* **DATA**:
%%

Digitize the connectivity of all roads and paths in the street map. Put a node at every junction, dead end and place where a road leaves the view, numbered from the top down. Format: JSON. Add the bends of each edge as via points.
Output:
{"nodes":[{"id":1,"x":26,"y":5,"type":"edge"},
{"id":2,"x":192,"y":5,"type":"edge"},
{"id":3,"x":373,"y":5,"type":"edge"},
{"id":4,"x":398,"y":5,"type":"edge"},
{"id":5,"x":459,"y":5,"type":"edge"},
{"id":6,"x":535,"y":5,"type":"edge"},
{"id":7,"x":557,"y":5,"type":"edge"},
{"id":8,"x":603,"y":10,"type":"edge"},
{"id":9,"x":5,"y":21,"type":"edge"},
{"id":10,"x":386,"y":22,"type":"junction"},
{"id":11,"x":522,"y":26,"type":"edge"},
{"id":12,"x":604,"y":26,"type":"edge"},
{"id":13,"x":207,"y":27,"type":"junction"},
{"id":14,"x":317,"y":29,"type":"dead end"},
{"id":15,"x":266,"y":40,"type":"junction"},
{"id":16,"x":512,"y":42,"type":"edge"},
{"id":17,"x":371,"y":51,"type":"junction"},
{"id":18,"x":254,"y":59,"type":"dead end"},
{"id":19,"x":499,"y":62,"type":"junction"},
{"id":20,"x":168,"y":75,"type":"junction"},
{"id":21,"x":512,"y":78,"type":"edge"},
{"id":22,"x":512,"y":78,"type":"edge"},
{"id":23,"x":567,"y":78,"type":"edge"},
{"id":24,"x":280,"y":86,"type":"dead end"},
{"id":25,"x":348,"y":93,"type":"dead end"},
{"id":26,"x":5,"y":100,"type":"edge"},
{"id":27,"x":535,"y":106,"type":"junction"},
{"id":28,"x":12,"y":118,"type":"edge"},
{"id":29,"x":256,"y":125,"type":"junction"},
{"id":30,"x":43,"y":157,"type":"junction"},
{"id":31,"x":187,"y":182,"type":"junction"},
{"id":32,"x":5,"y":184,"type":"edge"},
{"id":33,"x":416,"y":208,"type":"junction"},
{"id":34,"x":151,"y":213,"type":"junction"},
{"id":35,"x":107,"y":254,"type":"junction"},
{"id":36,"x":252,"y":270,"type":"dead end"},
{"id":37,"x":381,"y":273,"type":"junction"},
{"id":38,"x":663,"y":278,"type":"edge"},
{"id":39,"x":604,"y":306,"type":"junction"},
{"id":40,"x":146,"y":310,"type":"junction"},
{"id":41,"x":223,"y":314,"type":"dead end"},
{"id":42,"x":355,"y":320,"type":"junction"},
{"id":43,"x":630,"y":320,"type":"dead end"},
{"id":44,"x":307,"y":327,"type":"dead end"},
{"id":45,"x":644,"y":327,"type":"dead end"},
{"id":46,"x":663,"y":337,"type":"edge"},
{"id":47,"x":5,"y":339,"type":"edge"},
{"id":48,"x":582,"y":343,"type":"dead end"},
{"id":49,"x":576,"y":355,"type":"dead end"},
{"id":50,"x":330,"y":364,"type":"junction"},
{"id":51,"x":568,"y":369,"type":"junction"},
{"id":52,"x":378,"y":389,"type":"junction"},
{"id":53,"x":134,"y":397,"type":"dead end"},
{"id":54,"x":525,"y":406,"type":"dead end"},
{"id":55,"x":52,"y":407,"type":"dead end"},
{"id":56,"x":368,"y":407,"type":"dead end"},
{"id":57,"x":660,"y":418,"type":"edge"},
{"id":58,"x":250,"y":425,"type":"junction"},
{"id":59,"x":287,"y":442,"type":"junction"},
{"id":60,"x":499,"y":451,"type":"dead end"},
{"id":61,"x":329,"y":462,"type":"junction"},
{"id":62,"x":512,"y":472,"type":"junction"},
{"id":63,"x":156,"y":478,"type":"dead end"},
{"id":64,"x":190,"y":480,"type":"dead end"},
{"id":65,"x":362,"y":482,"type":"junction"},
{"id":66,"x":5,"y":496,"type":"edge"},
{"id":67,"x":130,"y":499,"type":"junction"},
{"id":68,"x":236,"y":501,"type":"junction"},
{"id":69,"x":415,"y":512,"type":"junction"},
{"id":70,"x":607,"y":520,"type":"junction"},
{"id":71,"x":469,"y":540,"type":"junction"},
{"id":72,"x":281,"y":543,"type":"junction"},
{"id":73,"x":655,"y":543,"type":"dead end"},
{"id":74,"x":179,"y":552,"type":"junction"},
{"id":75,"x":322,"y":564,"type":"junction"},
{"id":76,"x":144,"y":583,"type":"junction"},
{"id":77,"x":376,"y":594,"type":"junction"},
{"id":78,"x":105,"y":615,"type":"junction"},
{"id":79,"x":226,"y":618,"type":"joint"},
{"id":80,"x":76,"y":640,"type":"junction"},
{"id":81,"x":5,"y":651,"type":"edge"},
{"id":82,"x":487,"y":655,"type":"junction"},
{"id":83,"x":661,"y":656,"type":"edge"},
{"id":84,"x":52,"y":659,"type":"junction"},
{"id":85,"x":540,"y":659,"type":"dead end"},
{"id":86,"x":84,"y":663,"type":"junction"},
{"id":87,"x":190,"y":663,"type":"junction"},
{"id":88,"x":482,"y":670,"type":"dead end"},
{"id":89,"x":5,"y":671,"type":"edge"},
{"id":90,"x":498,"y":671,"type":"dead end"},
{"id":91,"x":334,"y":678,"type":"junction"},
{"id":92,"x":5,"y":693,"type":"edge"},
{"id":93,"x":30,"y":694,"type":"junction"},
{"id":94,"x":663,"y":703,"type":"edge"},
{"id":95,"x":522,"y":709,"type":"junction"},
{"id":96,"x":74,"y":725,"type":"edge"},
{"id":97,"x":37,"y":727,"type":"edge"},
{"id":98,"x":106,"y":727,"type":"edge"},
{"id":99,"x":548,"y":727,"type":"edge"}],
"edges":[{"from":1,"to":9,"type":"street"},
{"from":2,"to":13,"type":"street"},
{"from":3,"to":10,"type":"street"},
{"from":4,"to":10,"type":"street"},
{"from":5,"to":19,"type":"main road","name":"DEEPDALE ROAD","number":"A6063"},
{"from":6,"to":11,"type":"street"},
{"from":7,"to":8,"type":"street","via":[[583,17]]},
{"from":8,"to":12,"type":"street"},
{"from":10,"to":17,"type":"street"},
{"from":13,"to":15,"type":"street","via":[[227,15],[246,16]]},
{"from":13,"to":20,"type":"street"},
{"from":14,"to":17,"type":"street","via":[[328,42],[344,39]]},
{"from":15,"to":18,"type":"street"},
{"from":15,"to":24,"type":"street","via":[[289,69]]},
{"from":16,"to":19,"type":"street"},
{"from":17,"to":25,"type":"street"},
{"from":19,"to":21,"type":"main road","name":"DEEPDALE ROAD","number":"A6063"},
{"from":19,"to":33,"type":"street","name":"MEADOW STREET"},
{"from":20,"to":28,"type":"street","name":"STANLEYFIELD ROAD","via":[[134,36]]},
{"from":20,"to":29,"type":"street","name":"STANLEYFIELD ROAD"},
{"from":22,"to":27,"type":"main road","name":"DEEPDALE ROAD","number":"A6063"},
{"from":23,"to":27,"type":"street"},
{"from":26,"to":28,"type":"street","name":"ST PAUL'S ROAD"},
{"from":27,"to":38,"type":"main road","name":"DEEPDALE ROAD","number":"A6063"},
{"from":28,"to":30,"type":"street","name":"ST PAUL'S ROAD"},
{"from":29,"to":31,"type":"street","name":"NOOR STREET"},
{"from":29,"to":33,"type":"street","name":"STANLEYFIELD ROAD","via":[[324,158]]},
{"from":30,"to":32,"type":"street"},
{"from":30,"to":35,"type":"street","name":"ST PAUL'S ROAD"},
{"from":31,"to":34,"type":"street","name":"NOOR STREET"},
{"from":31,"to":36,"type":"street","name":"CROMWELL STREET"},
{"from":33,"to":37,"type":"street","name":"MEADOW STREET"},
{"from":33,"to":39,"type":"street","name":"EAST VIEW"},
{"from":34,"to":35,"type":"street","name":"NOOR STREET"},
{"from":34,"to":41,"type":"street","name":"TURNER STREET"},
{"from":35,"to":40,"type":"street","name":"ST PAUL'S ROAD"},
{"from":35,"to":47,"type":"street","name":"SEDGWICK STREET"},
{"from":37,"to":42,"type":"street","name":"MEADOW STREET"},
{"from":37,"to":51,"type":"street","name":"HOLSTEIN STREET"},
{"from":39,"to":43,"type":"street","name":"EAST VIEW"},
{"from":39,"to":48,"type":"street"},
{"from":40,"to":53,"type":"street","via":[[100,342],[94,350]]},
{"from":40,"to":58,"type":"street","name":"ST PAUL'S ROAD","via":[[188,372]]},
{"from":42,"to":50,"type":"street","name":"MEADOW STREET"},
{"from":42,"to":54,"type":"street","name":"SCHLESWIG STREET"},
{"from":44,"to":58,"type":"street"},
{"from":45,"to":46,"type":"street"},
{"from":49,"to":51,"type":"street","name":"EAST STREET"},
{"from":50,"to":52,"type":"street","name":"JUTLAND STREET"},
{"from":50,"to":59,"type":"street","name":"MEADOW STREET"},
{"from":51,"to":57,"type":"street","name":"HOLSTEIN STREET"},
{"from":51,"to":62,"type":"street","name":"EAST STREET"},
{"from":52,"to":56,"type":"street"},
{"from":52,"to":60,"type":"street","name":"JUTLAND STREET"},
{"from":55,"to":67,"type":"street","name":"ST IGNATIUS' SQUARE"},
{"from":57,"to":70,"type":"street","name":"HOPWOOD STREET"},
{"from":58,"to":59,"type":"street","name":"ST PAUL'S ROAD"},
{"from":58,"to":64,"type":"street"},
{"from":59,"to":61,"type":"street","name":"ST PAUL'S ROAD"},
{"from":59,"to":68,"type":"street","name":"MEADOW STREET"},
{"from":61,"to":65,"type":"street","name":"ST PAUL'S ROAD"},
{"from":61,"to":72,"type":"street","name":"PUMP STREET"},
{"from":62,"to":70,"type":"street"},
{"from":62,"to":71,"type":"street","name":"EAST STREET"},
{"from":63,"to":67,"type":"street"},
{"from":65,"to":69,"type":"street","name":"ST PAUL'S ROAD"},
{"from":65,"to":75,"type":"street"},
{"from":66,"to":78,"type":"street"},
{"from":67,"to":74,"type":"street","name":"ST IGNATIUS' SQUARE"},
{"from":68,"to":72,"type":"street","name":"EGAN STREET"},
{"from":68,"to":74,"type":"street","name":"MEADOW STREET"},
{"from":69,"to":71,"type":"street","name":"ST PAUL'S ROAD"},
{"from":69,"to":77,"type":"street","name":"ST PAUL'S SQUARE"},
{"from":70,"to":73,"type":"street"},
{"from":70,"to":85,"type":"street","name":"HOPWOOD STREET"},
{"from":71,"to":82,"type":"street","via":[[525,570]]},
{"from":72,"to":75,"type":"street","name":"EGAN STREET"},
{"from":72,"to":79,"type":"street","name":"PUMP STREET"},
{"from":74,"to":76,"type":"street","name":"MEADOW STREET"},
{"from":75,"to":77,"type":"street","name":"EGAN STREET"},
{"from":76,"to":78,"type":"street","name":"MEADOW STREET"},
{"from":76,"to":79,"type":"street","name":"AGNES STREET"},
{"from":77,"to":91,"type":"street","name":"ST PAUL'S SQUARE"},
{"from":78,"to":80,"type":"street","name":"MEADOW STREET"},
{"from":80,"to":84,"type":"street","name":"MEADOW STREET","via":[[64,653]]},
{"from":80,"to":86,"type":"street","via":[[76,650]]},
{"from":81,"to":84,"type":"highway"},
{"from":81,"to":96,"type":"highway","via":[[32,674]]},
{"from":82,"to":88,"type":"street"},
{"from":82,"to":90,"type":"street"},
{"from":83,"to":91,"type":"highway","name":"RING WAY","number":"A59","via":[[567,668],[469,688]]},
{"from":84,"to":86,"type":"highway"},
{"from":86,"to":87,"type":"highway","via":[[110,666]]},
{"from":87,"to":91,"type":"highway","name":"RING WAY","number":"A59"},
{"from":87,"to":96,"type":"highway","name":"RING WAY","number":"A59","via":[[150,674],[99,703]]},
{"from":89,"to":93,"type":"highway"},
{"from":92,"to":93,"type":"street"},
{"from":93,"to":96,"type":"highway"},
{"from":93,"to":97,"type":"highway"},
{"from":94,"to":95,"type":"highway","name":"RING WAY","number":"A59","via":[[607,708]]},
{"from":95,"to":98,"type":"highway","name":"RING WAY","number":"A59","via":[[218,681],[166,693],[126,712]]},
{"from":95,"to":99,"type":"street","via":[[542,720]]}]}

%%

* **PROBLEM**:
Find the string "PUMP" in the material above. Then copy each line that has it.

* **TASK SOLUTION**:
{"from":61,"to":72,"type":"street","name":"PUMP STREET"},
{"from":72,"to":79,"type":"street","name":"PUMP STREET"},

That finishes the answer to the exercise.